YA ESTÁ AQUÍ
En estas últimas fechas, las dos
tierras que han marcado mi vida han sufrido experiencias impactantes que he
vivido en la distancia y con dos de las peores secuelas de la lejanía: la
angustia empática y la impotencia. En México, y en especial en mi querida Cholula, el
terremoto ha sacado lo mejor de la sociedad civil, por lo que he podido leer, frente
a un Estado que sigue siendo lento e ineficaz. En Cataluña, en cambio, la
sociedad se moviliza de modo muy distinto, agrietándose y avanzando directamente
hacia un desastre cuyos perfiles empiezan a dibujarse. La crispación y el odio
crecen de forma irrefrenable, y no hay fuerzas telúricas a las que culpar. Los
expertos algún día tendrán que estudiar cómo la propia idea de democracia entró
increíblemente en una situación de aporía.
Los que aún creemos en la
superioridad moral y jurídica del Estado español (el Estado, no el PP) frente
al neoEstado o protoEstado surgido de la desobediencia, la obsesión identitaria
y la división de la clase trabajadora, no podemos sino estar alarmados ante la
incomparable torpeza de Rajoy en la gestión del problema. Al igual que Zapatero
con la crisis de 2010, Rajoy está sobrepasado por los acontecimientos y ha
confiado en exceso en lo que creía su mejor virtud (o la única): esa paciencia
con la que evitó en la crisis la opción del rescate, y que parecía ser su mejor
aval político. Sin embargo, presionado por los que le exigían dureza para
evitar otro 9-N, ha mostrado que su pobreza discursiva no es un signo de
sensatez, sino de incapacidad. Su operación policial ha sido catastrófica, y no
sólo por el uso excesivo e inútil de la fuerza, sino por la ineptitud de todo
el dispositivo, que siempre ha ido un paso por detrás de la Generalitat, como
demuestra, entre otras cosas, el asombroso fiasco de la búsqueda de urnas.

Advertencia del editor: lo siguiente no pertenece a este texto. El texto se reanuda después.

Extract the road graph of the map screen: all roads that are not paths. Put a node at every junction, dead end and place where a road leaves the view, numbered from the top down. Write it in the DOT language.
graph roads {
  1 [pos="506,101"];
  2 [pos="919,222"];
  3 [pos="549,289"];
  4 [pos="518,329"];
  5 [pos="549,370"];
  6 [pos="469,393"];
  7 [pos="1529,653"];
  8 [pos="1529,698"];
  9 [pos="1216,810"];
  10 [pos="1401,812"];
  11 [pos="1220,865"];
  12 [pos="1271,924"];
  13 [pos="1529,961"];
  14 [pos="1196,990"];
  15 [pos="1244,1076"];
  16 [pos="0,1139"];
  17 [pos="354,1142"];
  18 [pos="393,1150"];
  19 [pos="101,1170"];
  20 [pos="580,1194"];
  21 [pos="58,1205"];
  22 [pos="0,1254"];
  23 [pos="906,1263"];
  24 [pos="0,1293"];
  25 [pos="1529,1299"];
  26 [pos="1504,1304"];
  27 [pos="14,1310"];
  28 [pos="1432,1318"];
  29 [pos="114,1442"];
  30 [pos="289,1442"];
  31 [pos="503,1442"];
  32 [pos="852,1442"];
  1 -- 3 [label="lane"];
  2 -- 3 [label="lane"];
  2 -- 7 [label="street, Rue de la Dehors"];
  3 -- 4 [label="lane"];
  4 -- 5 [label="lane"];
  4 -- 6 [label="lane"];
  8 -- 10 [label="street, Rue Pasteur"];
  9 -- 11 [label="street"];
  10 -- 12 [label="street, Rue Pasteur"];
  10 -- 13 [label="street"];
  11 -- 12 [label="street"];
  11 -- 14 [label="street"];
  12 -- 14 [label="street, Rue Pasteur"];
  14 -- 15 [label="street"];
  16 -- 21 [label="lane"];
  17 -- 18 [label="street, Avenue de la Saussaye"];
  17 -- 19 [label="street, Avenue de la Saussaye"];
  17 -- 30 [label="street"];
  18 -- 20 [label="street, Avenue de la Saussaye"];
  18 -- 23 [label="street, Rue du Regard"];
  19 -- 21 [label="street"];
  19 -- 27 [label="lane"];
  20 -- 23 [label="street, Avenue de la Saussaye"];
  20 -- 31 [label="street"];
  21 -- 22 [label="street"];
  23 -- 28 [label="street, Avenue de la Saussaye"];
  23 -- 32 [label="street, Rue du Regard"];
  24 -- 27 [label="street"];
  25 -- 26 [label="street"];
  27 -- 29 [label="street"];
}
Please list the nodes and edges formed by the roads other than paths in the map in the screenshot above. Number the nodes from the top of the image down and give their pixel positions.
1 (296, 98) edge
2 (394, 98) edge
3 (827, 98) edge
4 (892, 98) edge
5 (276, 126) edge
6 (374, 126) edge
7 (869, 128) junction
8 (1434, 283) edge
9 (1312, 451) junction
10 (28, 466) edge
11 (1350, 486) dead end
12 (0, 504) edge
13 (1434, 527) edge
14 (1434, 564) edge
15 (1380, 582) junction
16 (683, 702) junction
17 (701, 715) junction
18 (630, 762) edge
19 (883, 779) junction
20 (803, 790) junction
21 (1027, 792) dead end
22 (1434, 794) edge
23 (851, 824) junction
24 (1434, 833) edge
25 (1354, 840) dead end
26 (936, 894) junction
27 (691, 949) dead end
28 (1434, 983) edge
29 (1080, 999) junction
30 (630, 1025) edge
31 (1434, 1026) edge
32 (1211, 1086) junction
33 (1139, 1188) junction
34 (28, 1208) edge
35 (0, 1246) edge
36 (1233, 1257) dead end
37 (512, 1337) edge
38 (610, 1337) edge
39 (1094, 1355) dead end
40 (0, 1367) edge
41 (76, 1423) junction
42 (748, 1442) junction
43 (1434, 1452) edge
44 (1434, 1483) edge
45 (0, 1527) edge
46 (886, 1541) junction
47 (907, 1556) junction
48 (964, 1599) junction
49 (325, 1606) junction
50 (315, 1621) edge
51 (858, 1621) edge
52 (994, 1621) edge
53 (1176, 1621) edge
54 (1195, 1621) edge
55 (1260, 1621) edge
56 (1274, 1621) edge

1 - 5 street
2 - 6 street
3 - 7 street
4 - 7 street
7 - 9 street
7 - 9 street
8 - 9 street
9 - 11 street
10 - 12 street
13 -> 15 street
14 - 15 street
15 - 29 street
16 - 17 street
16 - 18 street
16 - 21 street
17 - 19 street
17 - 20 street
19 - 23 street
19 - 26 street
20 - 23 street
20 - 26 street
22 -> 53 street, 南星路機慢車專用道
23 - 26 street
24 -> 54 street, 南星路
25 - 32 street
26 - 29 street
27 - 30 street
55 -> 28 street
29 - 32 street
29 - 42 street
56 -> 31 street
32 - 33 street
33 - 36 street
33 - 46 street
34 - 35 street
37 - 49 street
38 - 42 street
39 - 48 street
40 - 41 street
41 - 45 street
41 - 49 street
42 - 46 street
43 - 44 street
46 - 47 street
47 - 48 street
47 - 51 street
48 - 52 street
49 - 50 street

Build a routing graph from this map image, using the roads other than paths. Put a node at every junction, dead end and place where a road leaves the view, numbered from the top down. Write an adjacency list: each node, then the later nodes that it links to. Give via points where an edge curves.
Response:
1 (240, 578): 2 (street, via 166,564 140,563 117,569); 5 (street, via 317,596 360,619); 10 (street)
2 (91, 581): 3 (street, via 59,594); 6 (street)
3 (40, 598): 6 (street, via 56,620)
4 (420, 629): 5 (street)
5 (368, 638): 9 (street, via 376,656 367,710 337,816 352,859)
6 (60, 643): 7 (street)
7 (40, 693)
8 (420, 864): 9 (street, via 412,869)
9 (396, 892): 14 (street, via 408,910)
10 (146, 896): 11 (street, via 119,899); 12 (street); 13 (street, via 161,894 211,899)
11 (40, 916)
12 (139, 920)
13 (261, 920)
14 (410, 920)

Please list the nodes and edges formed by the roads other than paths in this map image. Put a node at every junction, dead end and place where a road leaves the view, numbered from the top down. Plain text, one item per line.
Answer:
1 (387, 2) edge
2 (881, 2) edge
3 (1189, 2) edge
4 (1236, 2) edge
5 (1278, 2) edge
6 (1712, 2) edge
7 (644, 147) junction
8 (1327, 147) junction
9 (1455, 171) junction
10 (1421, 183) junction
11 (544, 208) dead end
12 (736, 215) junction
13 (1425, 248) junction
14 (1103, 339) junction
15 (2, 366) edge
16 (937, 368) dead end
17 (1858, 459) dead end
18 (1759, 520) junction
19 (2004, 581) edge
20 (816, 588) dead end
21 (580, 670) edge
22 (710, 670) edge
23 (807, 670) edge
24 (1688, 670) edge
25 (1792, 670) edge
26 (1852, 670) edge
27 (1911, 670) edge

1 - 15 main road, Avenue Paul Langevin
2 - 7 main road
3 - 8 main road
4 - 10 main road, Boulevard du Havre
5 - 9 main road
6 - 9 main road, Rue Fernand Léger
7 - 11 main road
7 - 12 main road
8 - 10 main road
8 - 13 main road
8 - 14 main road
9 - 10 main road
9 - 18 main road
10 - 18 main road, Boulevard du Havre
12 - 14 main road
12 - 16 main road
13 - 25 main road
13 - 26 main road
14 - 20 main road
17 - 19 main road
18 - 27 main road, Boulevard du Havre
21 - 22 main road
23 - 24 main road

Rajoy no tiene un plan ni lo ha
tenido nunca. Durante años algunos periodistas presumieron de conocer la
existencia de negociaciones informales entre Madrid y Barcelona para solucionar
el problema o dar pasos en esa dirección. Empiezo a dudar que todo eso haya
sido real. La suerte –por decirlo de alguna manera rápida- se le acaba a Rajoy,
y que el Rey tenga que salir a salvar su cabeza es todavía menos tranquilizador
(no le doy ni una línea más al monarca).
Del otro lado del bloqueo, sigue el
fanatismo. Porque sólo el fanatismo puede llevar a sostener una
barbaridad como la declaración unilateral de independencia. Aun aceptando como verosímil el irregular resultado
del referéndum, el balance sigue siendo el mismo desde hace un año y medio:
empate. Punto más o punto menos. Es decir, sigue sin haber una mayoría clara que justifique tanto desgaste, por lo que la declaración funciona más que nada como un gesto inequívocamente autoritario dentro de un pulso chulesco.
México y Cataluña. Lo más triste,
desde mi perspectiva personal, es que una de las razones para dejar México y mi
buena posición personal allá fue la sensación de inseguridad en muchos ámbitos que
el país transmite y que a un tímido como yo le dificultaba el planteamiento de
un proyecto vital a largo plazo. Y sin embargo, es ahora cuando vivo la peor experiencia
política como ciudadano que me ha tocado conocer: una incertidumbre angustiosa
ante el futuro.
Tantos años leyendo testimonios,
análisis y relatos sobre el tema, hablando de ello en clases o en bares,
incluso creando ficciones en las que personajes discutían con nostalgia o con rencor
o con amargura o con entusiasmo, y ahora está aquí: es la revolución. Y como
aprendí ya hace algún tiempo después de tantas lecturas, la revolución, por muy mítica que parezca, no tiene ni puta gracia.